The Great Smoky Mountains Half Marathon.
I have three and a half hours to walk 13 miles.
I'm not scared, exactly, because I know I will finish, and I want to take a moment to acknowledge what that means to me. I know that I can start at one end of a road and walk 13 miles to the other end, and that I can do it at a fairly brisk pace. I've spent a good portion of the summer doing distance training, walking an increasing number of miles each weekend, all the way up to 11. I think I was supposed to get up to 12, but my training schedule kept getting interrupted and 11 is going to have to be the longest I go before the 13. I've done 11 three times, so I know in my head that I can throw those last two miles on there. I will finish.
I've also been training on the fitness center treadmill for the past few month, working on my pacing. I set the treadmill and then walk for a couple of miles, because I want an instinctive feeling for how fast I'm moving. I want my body to have an instinctive feeling for maintaining an even pace, so I've been knocking out two to four miles of my daily steps every day on the treadmill to get my body used to how fast it needs to move.
I know I'm not going to keep that pace the entire way. I know I get slower toward the end.
I'm going to finish, though.
This will be my accomplishment. Since I started my fitness journey, I have walked in about ten 5K's. I say "about" because I have somehow lost count of how many races I have competed in, and when I dwell on that thought it is astonishing to me. I have nine bibs on my race board, but I know I did at least one race where they did not give me a bib.
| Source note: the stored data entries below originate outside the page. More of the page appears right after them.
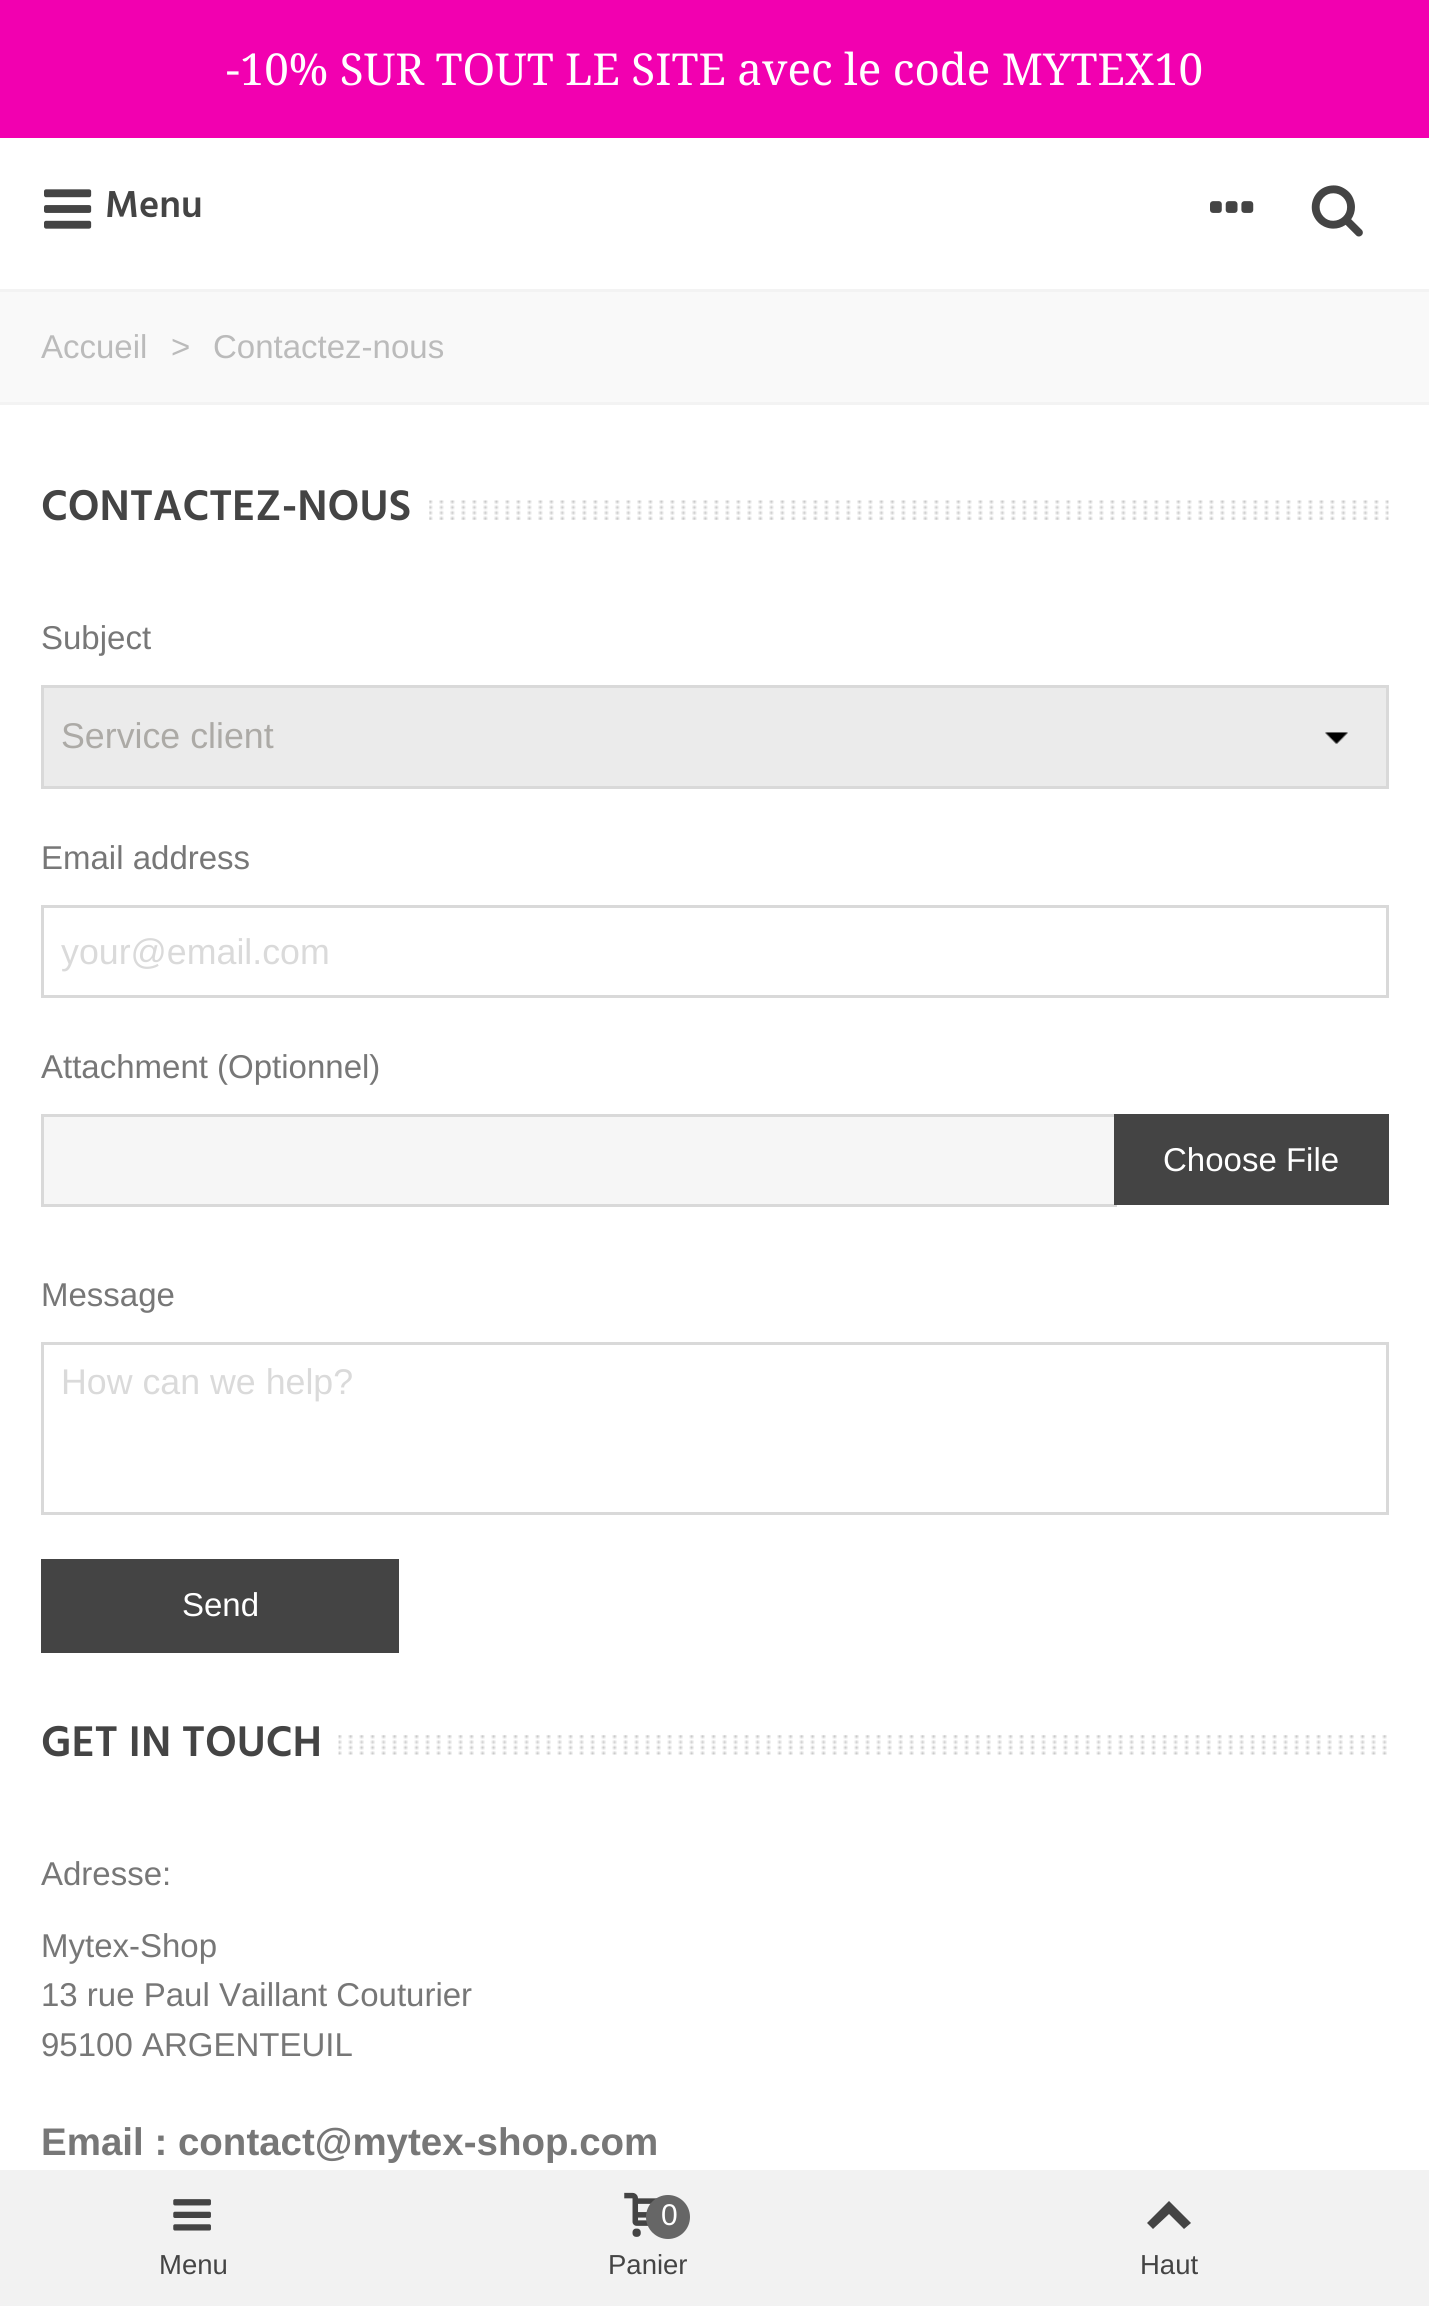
#include <cairo.h>
#include <math.h>
#include <stddef.h>


static void set_color(cairo_t *cr, unsigned color) {
    cairo_set_source_rgb(cr, (color >> 16) / 255.0, (color >> 8 & 255) / 255.0, (color & 255) / 255.0);
}

static void draw_text(cairo_t *cr, double x, double y, const char *s, const char *family, double size, int italic, int bold, unsigned color) {
    cairo_select_font_face(cr, family, italic ? CAIRO_FONT_SLANT_ITALIC : CAIRO_FONT_SLANT_NORMAL,
        bold ? CAIRO_FONT_WEIGHT_BOLD : CAIRO_FONT_WEIGHT_NORMAL);
    cairo_set_font_size(cr, size);
    set_color(cr, color);
    cairo_move_to(cr, x, y);
    cairo_show_text(cr, s);
}

static void fill_rect(cairo_t *cr, double x, double y, double w, double h, unsigned color) {
    set_color(cr, color);
    cairo_rectangle(cr, x, y, w, h);
    cairo_fill(cr);
}

static void draw_image(cairo_t *cr, const char *path, double x, double y, double w, double h) {
    cairo_surface_t *image = cairo_image_surface_create_from_png(path);
    cairo_save(cr);
    cairo_set_source_surface(cr, image, x, y);
    cairo_rectangle(cr, x, y, w, h);
    cairo_fill(cr);
    cairo_restore(cr);
    cairo_surface_destroy(image);
}

int main(void) {
    cairo_surface_t *surface = cairo_image_surface_create(CAIRO_FORMAT_RGB24, 1429, 2306);
    cairo_t *cr = cairo_create(surface);
    cairo_font_options_t *options = cairo_font_options_create();
    cairo_font_options_set_hint_metrics(options, CAIRO_HINT_METRICS_OFF);
    cairo_font_options_set_hint_style(options, CAIRO_HINT_STYLE_NONE);
    cairo_set_font_options(cr, options);
    cairo_set_miter_limit(cr, 4);
    set_color(cr, 0xFFFFFF);
    cairo_paint(cr);
    fill_rect(cr, 0, 0, 1429, 138, 0xF200B0);
    draw_text(cr, 226, 85, "-10% SUR TOUT LE SITE avec le code MYTEX10", "Noto Serif", 44, 0, 0, 0xFFFFFF);
    draw_image(cr, "assets/img1.png", 44, 189, 48, 40);
    draw_text(cr, 105, 217, "Menu", "Hind SemiBold", 38.5, 0, 0, 0x444444);
    draw_image(cr, "assets/img2.png", 1210, 201, 44, 12);
    draw_image(cr, "assets/img3.png", 1311, 185, 52, 52);
    fill_rect(cr, 0, 292, 1429, 110, 0xF9F9F9);
    fill_rect(cr, 0, 289, 1429, 3, 0xF3F3F3);
    fill_rect(cr, 0, 402, 1429, 3, 0xF3F3F3);
    draw_text(cr, 41, 358, "Accueil", "Liberation Sans", 33, 0, 0, 0xBBBBBB);
    draw_text(cr, 171, 358, ">", "Liberation Sans", 33, 0, 0, 0xBBBBBB);
    draw_text(cr, 213, 358, "Contactez-nous", "Liberation Sans", 33, 0, 0, 0xBBBBBB);
    draw_text(cr, 41, 520, "CONTACTEZ-NOUS", "Hind SemiBold", 44, 0, 0, 0x444444);
    draw_image(cr, "assets/img4.png", 429, 500, 960, 20);
    draw_text(cr, 41, 649, "Subject", "Liberation Sans", 33, 0, 0, 0x777777);
    fill_rect(cr, 44, 688, 1342, 98, 0xEBEBEB);
    draw_image(cr, "assets/img5.png", 1325, 732, 23, 12);
    cairo_rectangle(cr, 42.5, 686.5, 1345, 101);
    set_color(cr, 0xD9D9D9);
    cairo_set_line_width(cr, 3);
    cairo_stroke(cr);
    draw_text(cr, 61, 748, "Service client", "Liberation Sans", 35.75, 0, 0, 0xACAAA6);
    draw_text(cr, 41, 869, "Email address", "Liberation Sans", 33, 0, 0, 0x777777);
    cairo_rectangle(cr, 42.5, 906.5, 1345, 90);
    set_color(cr, 0xD9D9D9);
    cairo_stroke(cr);
    draw_text(cr, 61, 964, "your@email.com", "Liberation Sans", 35.75, 0, 0, 0xDADADA);
    draw_text(cr, 41, 1078, "Attachment (Optionnel)", "Liberation Sans", 33, 0, 0, 0x777777);
    set_color(cr, 0xF6F6F6);
    cairo_rectangle(cr, 42.5, 1115.5, 1073, 90);
    cairo_fill_preserve(cr);
    set_color(cr, 0xD9D9D9);
    cairo_stroke(cr);
    fill_rect(cr, 1114, 1114, 275, 91, 0x444444);
    draw_text(cr, 1163, 1171, "Choose File", "Liberation Sans", 33, 0, 0, 0xFFFFFF);
    draw_text(cr, 41, 1306, "Message", "Liberation Sans", 33, 0, 0, 0x777777);
    cairo_rectangle(cr, 42.5, 1343.5, 1345, 170);
    set_color(cr, 0xD9D9D9);
    cairo_stroke(cr);
    draw_text(cr, 61, 1394, "How can we help?", "Liberation Sans", 35.75, 0, 0, 0xDADADA);
    fill_rect(cr, 41, 1559, 358, 94, 0x444444);
    draw_text(cr, 182, 1616, "Send", "Liberation Sans", 33, 0, 0, 0xFFFFFF);
    draw_text(cr, 41, 1756, "GET IN TOUCH", "Hind SemiBold", 44, 0, 0, 0x444444);
    draw_image(cr, "assets/img6.png", 338, 1735, 1049, 20);
    draw_text(cr, 41, 1885, "Adresse:", "Liberation Sans", 33, 0, 0, 0x777777);
    draw_text(cr, 41, 1957, "Mytex-Shop", "Liberation Sans", 33, 0, 0, 0x777777);
    draw_text(cr, 41, 2006, "13 rue Paul Vaillant Couturier", "Liberation Sans", 33, 0, 0, 0x777777);
    draw_text(cr, 41, 2056, "95100 ARGENTEUIL", "Liberation Sans", 33, 0, 0, 0x777777);
    draw_text(cr, 41, 2155, "Email : contact@mytex-shop.com", "Liberation Sans", 38.5, 0, 1, 0x777777);
    fill_rect(cr, 0, 2170, 1429, 136, 0xF2F2F2);
    draw_image(cr, "assets/img7.png", 173, 2199, 38, 32);
    draw_text(cr, 159, 2274, "Menu", "Liberation Sans", 27.5, 0, 0, 0x444444);
    draw_image(cr, "assets/img8.png", 624, 2192, 35, 45);
    set_color(cr, 0x666666);
    cairo_arc(cr, 668, 2217, 22, 0, 2 * M_PI);
    cairo_fill(cr);
    draw_text(cr, 661, 2225, "0", "Liberation Sans", 30, 0, 0, 0xFFFFFF);
    draw_text(cr, 608, 2274, "Panier", "Liberation Sans", 27.5, 0, 0, 0x444444);
    cairo_new_path(cr);
    cairo_move_to(cr, 1147, 2223);
    cairo_line_to(cr, 1169, 2201);
    cairo_line_to(cr, 1191, 2223);
    cairo_line_to(cr, 1184, 2229);
    cairo_line_to(cr, 1169, 2214);
    cairo_line_to(cr, 1153, 2229);
    cairo_close_path(cr);
    cairo_fill(cr);
    draw_text(cr, 1140, 2274, "Haut", "Liberation Sans", 27.5, 0, 0, 0x444444);
    cairo_surface_write_to_png(surface, "output.png");
    cairo_font_options_destroy(options);
    cairo_destroy(cr);
    cairo_surface_destroy(surface);
    return 0;
}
Possibly I did more than one, but again, I have raced so many times that I have lost track of the number of races I have participated in. I say "participated" and "I'm going to complete a half marathon" rather than "competed in" because I am not very fast. I am not competition for anyone. I may be the final finisher on this half marathon, and that's ok with me.
14 months ago I couldn't climb the stairs from my car to my office without running out of breath, and now I'm paying to go on a 13 mile hike through the woods, because my friend invited me and because I get a medal at the end.
And then I'm going to wear that medal to work.
And possibly to the grocery store.
And to bed.
Nine days from now, I'm going to lace up my shoes, take a deep breath, and walk as fast as I can for three and a half hours.
I'm not going to win, but I'm going to finish.